Dolores Stewart: "Outside"




















October.  Its brilliant festival of dry
and moist decay.  Its spicy, musky scent.
The church's parking lot deserted
except for this one witness,
myself, just resting there.

Somewhere a radio plays Flamenco.
A spotlight of sunshine falls on the scattered debris.
Blood-red and gold, a perfect circle of leaves
begins to whirl,
slowly at first, keeping the pattern,
clicking against the blacktop
like heels and  castanets,
then faster, faster, faster. . .
round as a ruffle, as the swirling
skirts of an invisible dancer.
Swept off into the tangled woods
by the muscular breeze.
The hoarse cheering of crows.

Inside the dark empty church,
long cool shadows, white-painted wood,
austere Protestant candles thriftily snuffed,
Perhaps a note on the altar,
Gone dancing. Back on Sunday



"Outside" by Dolores Stewart, from The Nature of Things. © Bellowing Ark Press, 2011.  

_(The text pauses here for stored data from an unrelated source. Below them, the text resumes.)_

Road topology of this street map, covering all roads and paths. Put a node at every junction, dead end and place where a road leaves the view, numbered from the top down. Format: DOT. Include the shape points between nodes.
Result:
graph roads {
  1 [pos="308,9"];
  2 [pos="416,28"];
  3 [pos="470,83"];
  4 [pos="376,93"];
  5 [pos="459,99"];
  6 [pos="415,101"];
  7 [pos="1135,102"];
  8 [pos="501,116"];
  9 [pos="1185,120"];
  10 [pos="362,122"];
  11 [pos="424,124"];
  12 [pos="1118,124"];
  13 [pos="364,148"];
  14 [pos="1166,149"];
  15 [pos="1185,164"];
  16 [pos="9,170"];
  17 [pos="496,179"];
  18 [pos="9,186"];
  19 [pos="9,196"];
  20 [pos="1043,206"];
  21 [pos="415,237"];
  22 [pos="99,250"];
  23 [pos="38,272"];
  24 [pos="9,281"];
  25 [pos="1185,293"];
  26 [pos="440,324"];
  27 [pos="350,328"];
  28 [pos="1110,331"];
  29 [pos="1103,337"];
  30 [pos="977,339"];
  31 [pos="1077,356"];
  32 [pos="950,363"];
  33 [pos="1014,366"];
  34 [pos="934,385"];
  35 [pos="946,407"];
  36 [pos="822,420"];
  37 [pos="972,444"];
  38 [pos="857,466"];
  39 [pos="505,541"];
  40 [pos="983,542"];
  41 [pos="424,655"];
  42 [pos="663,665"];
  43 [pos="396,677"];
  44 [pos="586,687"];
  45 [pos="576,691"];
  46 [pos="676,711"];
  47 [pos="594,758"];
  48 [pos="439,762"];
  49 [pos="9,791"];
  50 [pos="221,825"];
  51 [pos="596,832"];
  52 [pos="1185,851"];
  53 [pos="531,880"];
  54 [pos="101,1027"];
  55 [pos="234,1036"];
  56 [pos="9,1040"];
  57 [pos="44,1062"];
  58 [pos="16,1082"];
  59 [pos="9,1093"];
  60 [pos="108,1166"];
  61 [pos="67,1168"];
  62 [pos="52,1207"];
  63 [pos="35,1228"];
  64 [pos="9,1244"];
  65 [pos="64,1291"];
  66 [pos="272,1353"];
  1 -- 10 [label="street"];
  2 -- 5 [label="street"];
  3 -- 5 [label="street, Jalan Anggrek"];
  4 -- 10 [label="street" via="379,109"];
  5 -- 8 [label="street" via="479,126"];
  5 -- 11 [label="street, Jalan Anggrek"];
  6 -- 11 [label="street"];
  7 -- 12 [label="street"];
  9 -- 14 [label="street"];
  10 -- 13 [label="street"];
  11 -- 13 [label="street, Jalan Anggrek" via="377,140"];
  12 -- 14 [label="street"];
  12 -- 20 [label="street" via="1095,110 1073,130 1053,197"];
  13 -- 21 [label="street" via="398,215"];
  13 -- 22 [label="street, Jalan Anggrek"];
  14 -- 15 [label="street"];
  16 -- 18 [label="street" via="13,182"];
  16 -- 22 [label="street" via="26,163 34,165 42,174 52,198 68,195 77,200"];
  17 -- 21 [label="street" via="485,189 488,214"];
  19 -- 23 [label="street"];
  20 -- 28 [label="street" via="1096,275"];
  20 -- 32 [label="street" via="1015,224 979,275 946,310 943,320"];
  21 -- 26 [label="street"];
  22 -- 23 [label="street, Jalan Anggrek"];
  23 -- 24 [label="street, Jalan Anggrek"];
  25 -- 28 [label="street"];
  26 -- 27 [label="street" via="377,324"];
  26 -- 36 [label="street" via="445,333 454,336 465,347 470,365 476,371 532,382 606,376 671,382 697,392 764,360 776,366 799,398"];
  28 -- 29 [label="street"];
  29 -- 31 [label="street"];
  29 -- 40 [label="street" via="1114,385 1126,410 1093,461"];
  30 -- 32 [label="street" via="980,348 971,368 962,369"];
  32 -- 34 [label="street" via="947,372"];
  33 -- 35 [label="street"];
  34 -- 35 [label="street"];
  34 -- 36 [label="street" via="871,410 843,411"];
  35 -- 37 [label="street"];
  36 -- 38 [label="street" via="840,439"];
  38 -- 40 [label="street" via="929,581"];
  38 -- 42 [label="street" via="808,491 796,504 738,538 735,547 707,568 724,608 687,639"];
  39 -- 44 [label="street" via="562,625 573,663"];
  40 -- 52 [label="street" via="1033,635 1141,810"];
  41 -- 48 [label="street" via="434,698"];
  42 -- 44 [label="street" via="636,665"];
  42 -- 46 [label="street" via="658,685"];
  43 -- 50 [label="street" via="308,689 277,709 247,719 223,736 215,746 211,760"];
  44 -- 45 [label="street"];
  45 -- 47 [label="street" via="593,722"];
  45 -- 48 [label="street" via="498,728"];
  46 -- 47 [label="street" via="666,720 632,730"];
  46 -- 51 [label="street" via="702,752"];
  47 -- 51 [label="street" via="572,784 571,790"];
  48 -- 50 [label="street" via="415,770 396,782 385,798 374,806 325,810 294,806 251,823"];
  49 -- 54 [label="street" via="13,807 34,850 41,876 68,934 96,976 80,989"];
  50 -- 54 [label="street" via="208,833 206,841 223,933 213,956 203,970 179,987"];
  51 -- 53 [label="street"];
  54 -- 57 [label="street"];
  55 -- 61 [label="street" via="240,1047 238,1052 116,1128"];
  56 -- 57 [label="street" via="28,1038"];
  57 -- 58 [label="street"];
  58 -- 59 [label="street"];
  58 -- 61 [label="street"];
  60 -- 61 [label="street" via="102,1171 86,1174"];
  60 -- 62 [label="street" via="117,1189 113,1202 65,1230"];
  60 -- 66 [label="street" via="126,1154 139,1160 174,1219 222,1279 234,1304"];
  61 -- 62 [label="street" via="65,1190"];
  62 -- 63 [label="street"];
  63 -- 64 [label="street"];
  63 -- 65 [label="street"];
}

Art credit: "Swirling Leaves," photograph by the Clonmel Garden Centre. 


1 comment :

  1. I love the image of that breeze as the invisible dancer, a skirt of leaves swirling, and recognize to the habit of sitting in the car sometimes just to watch what is going on in the world. And that note, how wonderful that would be . . . that the people in charge of church would abandon the building to dance in the wind and the leaves! Joy for all!